In a DPAF [Dual Pixel Auto Focus] system, each pixel on the sensor is made up of two sub-pixels, each with their own tiny lens. The hardware finds focus similar to a rangefinder camera; when the two sub-pixels are identical, it knows that pixel is in focus.

[…]

If you captured two separate images, one for each set of sub-pixels, you’d get two images about one millimeter apart. It turns out this is just enough disparity to get very rough depth information.

The iPhone XR combines this with machine learning to capture depth for Portrait mode.

John Gruber:

I’m so glad Halide offers this, but I can see why Apple hasn’t enabled it for non-human subjects in the built-in Camera app. It’s hit or miss.

Previously: iPhone XR Reviews.

Developing an iOS App in 2018

Renaud Lienhart:

Disregarding the limited utility of the app for most of you, I’d just like to quickly talk about how developing an iOS app from scratch in 2018 feels like.

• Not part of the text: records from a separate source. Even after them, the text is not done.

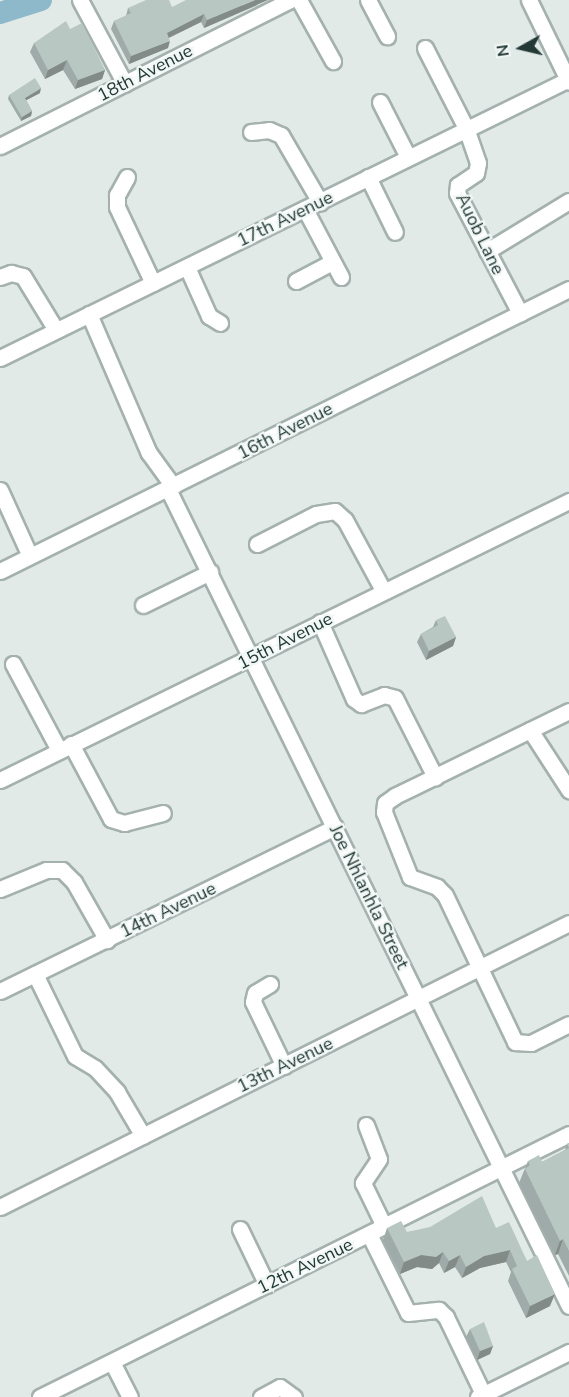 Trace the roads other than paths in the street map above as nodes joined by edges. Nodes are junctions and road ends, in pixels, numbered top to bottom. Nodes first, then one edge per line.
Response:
1 (290, 0) edge
2 (299, 0) edge
3 (368, 0) edge
4 (529, 0) edge
5 (81, 1) edge
6 (387, 36) dead end
7 (425, 48) dead end
8 (333, 62) dead end
9 (569, 80) edge
10 (125, 84) junction
11 (380, 102) dead end
12 (466, 128) junction
13 (251, 132) dead end
14 (0, 146) edge
15 (408, 157) junction
16 (128, 177) dead end
17 (368, 177) junction
18 (569, 201) edge
19 (320, 202) junction
20 (306, 209) junction
21 (395, 232) dead end
22 (487, 251) junction
23 (332, 262) junction
24 (187, 267) junction
25 (0, 277) edge
26 (341, 277) dead end
27 (296, 281) dead end
28 (153, 283) junction
29 (569, 289) edge
30 (520, 313) junction
31 (89, 314) junction
32 (220, 323) dead end
33 (56, 330) junction
34 (0, 358) edge
35 (171, 488) junction
36 (0, 490) edge
37 (569, 501) edge
38 (257, 544) dead end
39 (30, 556) junction
40 (0, 571) edge
41 (210, 572) junction
42 (383, 590) junction
43 (143, 605) dead end
44 (320, 622) junction
45 (253, 658) junction
46 (13, 664) dead end
47 (569, 711) edge
48 (530, 730) junction
49 (65, 747) junction
50 (435, 777) junction
51 (0, 780) edge
52 (569, 790) edge
53 (163, 813) dead end
54 (335, 827) junction
55 (0, 889) edge
56 (569, 923) edge
57 (107, 940) junction
58 (479, 968) junction
59 (35, 974) junction
60 (270, 984) dead end
61 (0, 991) edge
62 (419, 1000) junction
63 (569, 1023) edge
64 (284, 1066) junction
65 (366, 1125) dead end
66 (569, 1134) edge
67 (143, 1136) junction
68 (500, 1168) junction
69 (0, 1207) edge
70 (384, 1226) junction
71 (240, 1229) dead end
72 (369, 1234) junction
73 (267, 1285) junction
74 (569, 1306) edge
75 (569, 1352) edge
76 (112, 1362) junction
77 (481, 1396) edge
78 (40, 1397) edge
79 (130, 1397) edge
80 (261, 1397) edge
81 (294, 1397) edge

1 - 10 street, 18th Avenue
2 - 8 street
3 - 6 street
4 - 9 street
5 - 10 street
7 - 12 street
9 - 12 street, 17th Avenue
10 - 14 street, 18th Avenue
11 - 15 street
12 - 15 street, 17th Avenue
12 - 22 street, Auob Lane
13 - 19 street
15 - 17 street, 17th Avenue
16 - 28 street
17 - 19 street, 17th Avenue
17 - 21 street
18 - 22 street
19 - 20 street, 17th Avenue
20 - 23 street
20 - 24 street, 17th Avenue
22 - 30 street, Auob Lane
23 - 26 street
23 - 27 street
24 - 28 street, 17th Avenue
24 - 32 street
25 - 33 street
28 - 31 street, 17th Avenue
29 - 30 street, 16th Avenue
30 - 35 street, 16th Avenue
31 - 33 street, 17th Avenue
31 - 35 street, Joe Nhlanhla Street
33 - 34 street, 17th Avenue
35 - 39 street, 16th Avenue
35 - 41 street, Joe Nhlanhla Street
36 - 39 street
37 - 42 street, 15th Avenue
38 - 42 street
39 - 40 street, 16th Avenue
41 - 43 street
41 - 45 street, Joe Nhlanhla Street
42 - 44 street, 15th Avenue
44 - 45 street, 15th Avenue
44 - 50 street
45 - 49 street, 15th Avenue
45 - 54 street, Joe Nhlanhla Street
46 - 49 street
47 - 48 street
48 - 50 street
48 - 52 street
49 - 51 street, 15th Avenue
49 - 53 street
50 - 58 street
54 - 57 street, 14th Avenue
54 - 62 street, Joe Nhlanhla Street
55 - 57 street
56 - 58 street, 13th Avenue
57 - 59 street, 14th Avenue
58 - 62 street, 13th Avenue
58 - 63 street
59 - 61 street, 14th Avenue
59 - 67 street
60 - 64 street
62 - 64 street, 13th Avenue
62 - 68 street, Joe Nhlanhla Street
64 - 67 street, 13th Avenue
65 - 70 street
66 - 68 street, 12th Avenue
67 - 69 street, 13th Avenue
68 - 70 street, 12th Avenue
68 - 74 street, Joe Nhlanhla Street
70 - 72 street, 12th Avenue
71 - 73 street
72 - 73 street, 12th Avenue
72 - 77 street
73 - 76 street, 12th Avenue
75 - 77 street
76 - 78 street, 12th Avenue
76 - 79 street
80 - 81 street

First of all, the basic architecture of the app: we use MVVM-Rx layered in modules, and the only couple “real” dependencies we have is RxSwift and RxDataSources.

The vast majority of the code is purely functional and reactive. It is a pleasure to read as well as to write.

Secondly, Swift.

From Value Types to CaseIterable, passing by Decodable, Generics, Auto-Synthesised E&H conformances, Keypaths and the power of its Enums, Swift has become an essential pillar of the code we write.

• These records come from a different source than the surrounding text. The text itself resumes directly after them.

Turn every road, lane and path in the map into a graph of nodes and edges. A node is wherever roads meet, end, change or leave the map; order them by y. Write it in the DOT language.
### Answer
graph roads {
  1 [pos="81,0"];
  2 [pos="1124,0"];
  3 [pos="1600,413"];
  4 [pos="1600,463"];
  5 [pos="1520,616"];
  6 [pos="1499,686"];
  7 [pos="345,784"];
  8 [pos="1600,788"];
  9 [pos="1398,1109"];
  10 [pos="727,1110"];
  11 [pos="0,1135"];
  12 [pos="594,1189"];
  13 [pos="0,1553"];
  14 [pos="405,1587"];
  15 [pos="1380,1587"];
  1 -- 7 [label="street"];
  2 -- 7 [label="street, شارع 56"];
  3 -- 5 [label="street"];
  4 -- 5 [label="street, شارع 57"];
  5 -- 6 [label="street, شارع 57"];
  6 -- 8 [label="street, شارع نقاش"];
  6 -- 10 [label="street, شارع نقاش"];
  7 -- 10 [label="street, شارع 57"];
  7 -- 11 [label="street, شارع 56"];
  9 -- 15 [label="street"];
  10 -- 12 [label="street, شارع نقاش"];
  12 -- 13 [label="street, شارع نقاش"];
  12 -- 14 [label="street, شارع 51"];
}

I love Objective-C, but I would never want to go back.

Apollo Pulled From the App Store for Charging for Push Notifications

Chance Miller (MacRumors):

After a feature-rich update over the weekend, Apollo for Reddit has today been removed from the App Store. Developer Christian Selig took to Reddit to explain that he received an email from the App Store Review team explaining that his app violates App Store Guidelines by offering push notifications as an in-app subscription upgrade.

[…]

What makes Apple’s approval and subsequent rejection puzzling, however, is that Selig worked directly with Apple to ensure the update did not violate the App Store Guidelines. He was originally told by Apple that so long as he bundled realtime push notification support with other features, such as theming and custom app icons, the update would be approved and not in violation of the guidelines.

Even assuming Apple’s decision had been correct, it’s rude to just remove the app from sale before even talking with the developer. It’s not as if the app was hurting anyone.

Ryan Jones:

This is f’ing bullshit trash. The IAP is for server-side push, but even if it wasn’t this is trash.

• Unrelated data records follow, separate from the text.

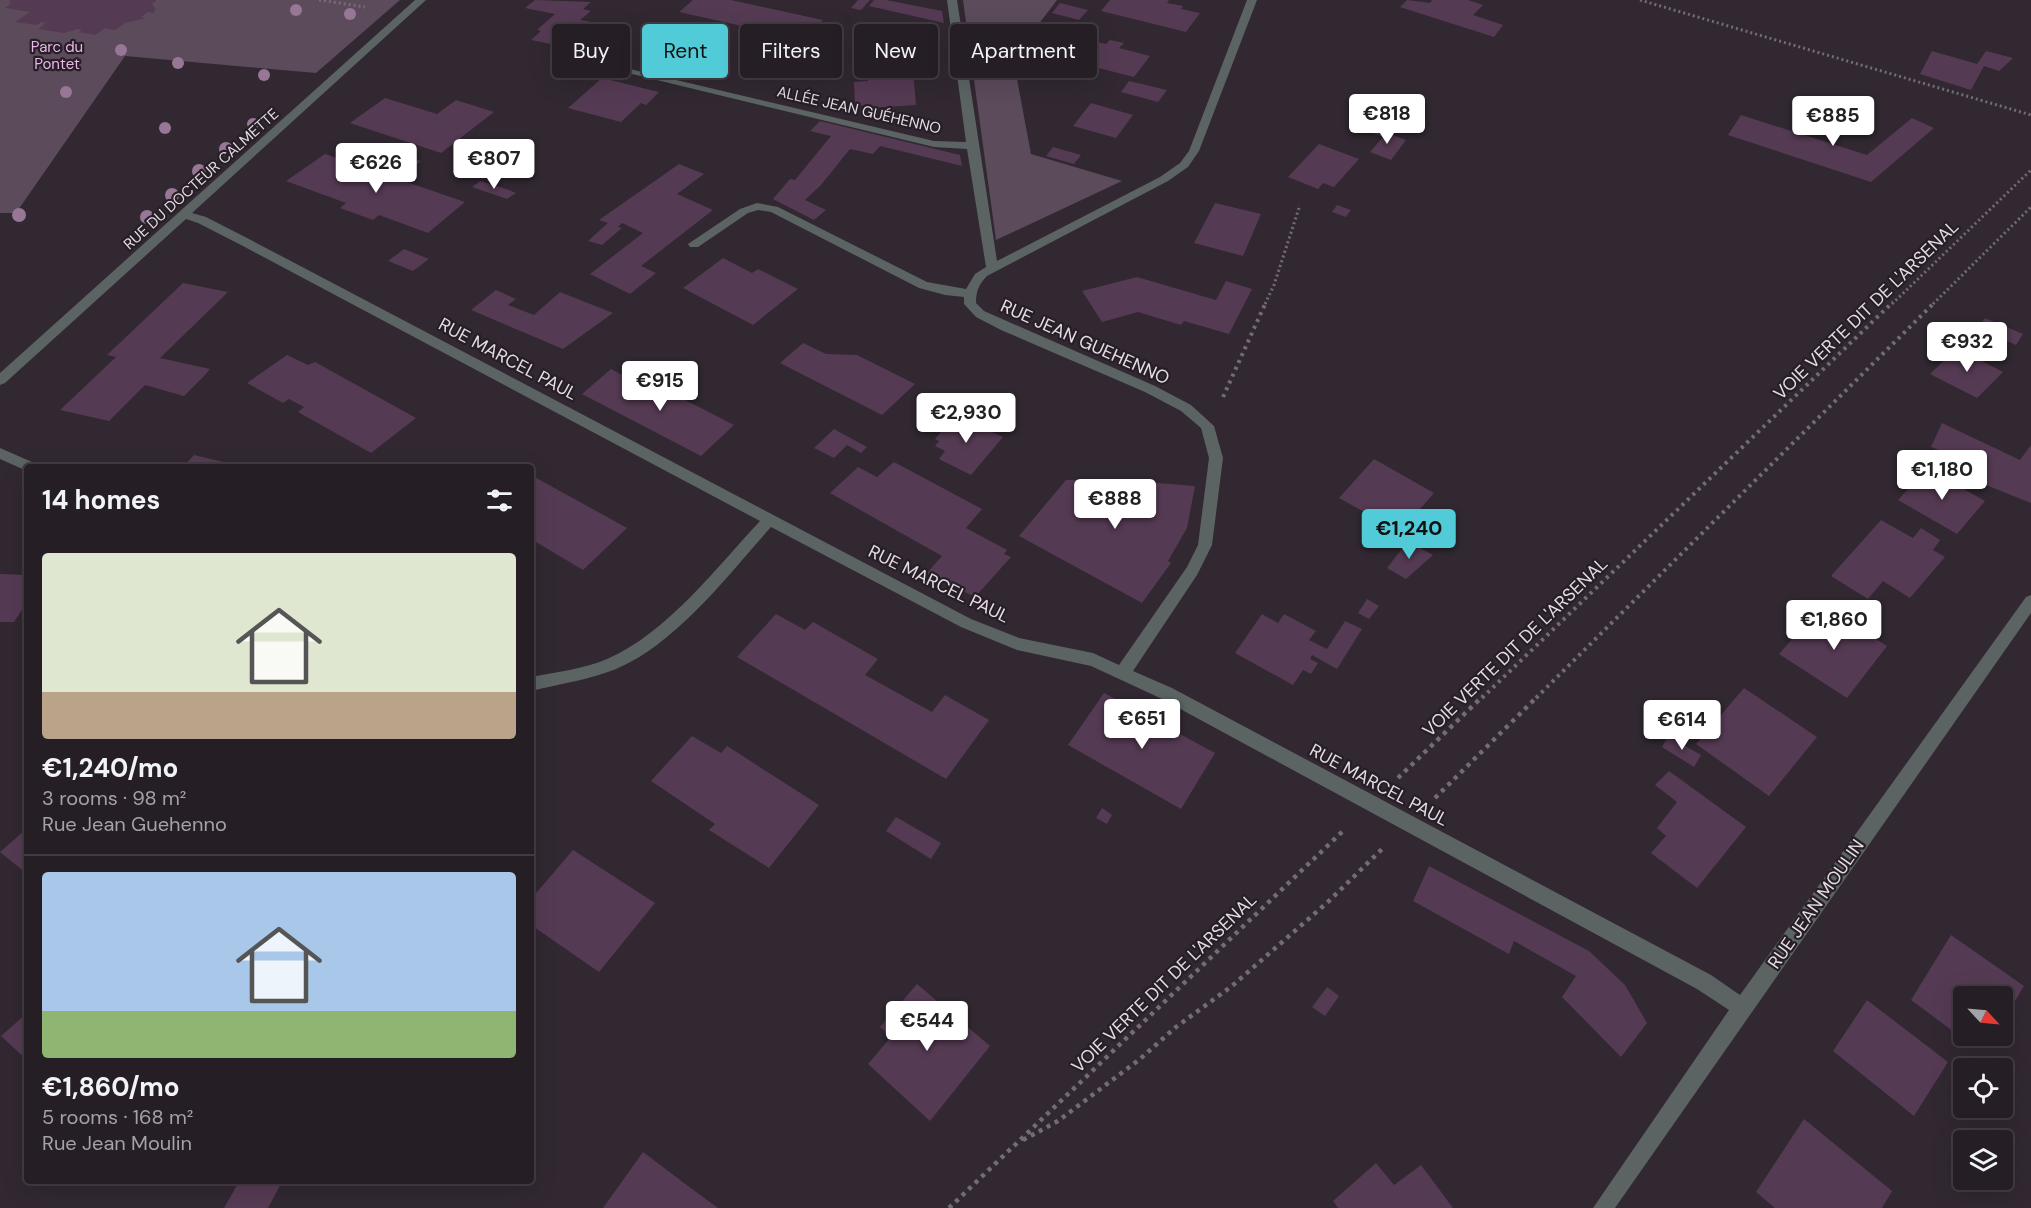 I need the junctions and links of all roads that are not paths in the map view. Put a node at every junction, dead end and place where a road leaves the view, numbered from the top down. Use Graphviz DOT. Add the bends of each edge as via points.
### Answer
graph roads {
  1 [pos="422,0"];
  2 [pos="952,0"];
  3 [pos="1251,0"];
  4 [pos="630,72"];
  5 [pos="972,146"];
  6 [pos="185,215"];
  7 [pos="694,244"];
  8 [pos="992,268"];
  9 [pos="969,293"];
  10 [pos="0,380"];
  11 [pos="0,453"];
  12 [pos="24,465"];
  13 [pos="770,519"];
  14 [pos="2031,601"];
  15 [pos="1123,672"];
  16 [pos="534,683"];
  17 [pos="1742,1008"];
  18 [pos="1603,1208"];
  1 -- 6 [label="street, RUE DU DOCTEUR CALMETTE"];
  2 -- 5 [label="street"];
  3 -- 8 [label="street" via="1194,151 1184,165"];
  4 -- 5 [label="street, ALLÉE JEAN GUÉHENNO" via="934,144"];
  5 -- 8 [label="street"];
  6 -- 10 [label="street, RUE DU DOCTEUR CALMETTE"];
  6 -- 13 [label="street, RUE MARCEL PAUL" via="237,238"];
  7 -- 9 [label="street" via="758,206 774,209 923,285"];
  8 -- 9 [label="street" via="974,282"];
  9 -- 15 [label="street, RUE JEAN GUEHENNO" via="970,304 980,314 1150,389 1186,408 1207,426 1216,458 1205,545 1192,571"];
  11 -- 12 [label="street"];
  13 -- 15 [label="street, RUE MARCEL PAUL" via="966,623 1017,644 1093,660"];
  13 -- 16 [label="street" via="643,646 612,664"];
  14 -- 17 [label="street, RUE JEAN MOULIN"];
  15 -- 17 [label="street, RUE MARCEL PAUL" via="1704,982"];
  17 -- 18 [label="street, RUE JEAN MOULIN"];
}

Apple is policing guys like us for this ticky tap crap when everyone making sustainable money is using scam IAP’s.

You’re allowed to scam people out of $150 with $3/week trick IAP screens that’s only option are “Continue” or “Subscribe” with a tiny X for close in the corner.

But you can’t charge for server-side push. NO!

Friggin YouTube’s premium subscription at $15/week is for BACKGROUND AUDIO. But nooo, that’s not breaking the rules because they are a big company.

If you are a scam app or a big ass company you can break all the rules. This is the ENTIRE POINT of a walled garden.

You have to protect users from the asshats that show up anywhere there is money from scamming people. Nope, not gonna do that, $150/year for weather is FINE. $8/week for live wallpapers is FINE.

We’re too busy over here policing Indie apps.

[…]

Also true #1, if Apollo didn’t have a following - he’d be super screwed. I’ve personally spent MONTHS convincing app review of trivial bullshit.

Also true #2, users are already hesitant to pay for ANYTHING because of sub scams.

Christian Selig:

Update: got off the phone with the same incredibly nice person who called a few weeks back, and the removal was a mistake that they just corrected. A+ turn around time, and mistakes happen.

Collin Allen:

This whole thread. It’s frustrating that legitimate apps still run into App Store red tape, yet the obviously scammy apps seem to sail right through. The whole point of having the iOS walled garden is to keep out garbage, yet any given App Store search is filled with it.

Previously: Apple Pulling High-Grossing Scammy Subscription Apps Off the App Store, Rejected From the App Store for Emoji in Screenshot, Out of Touch.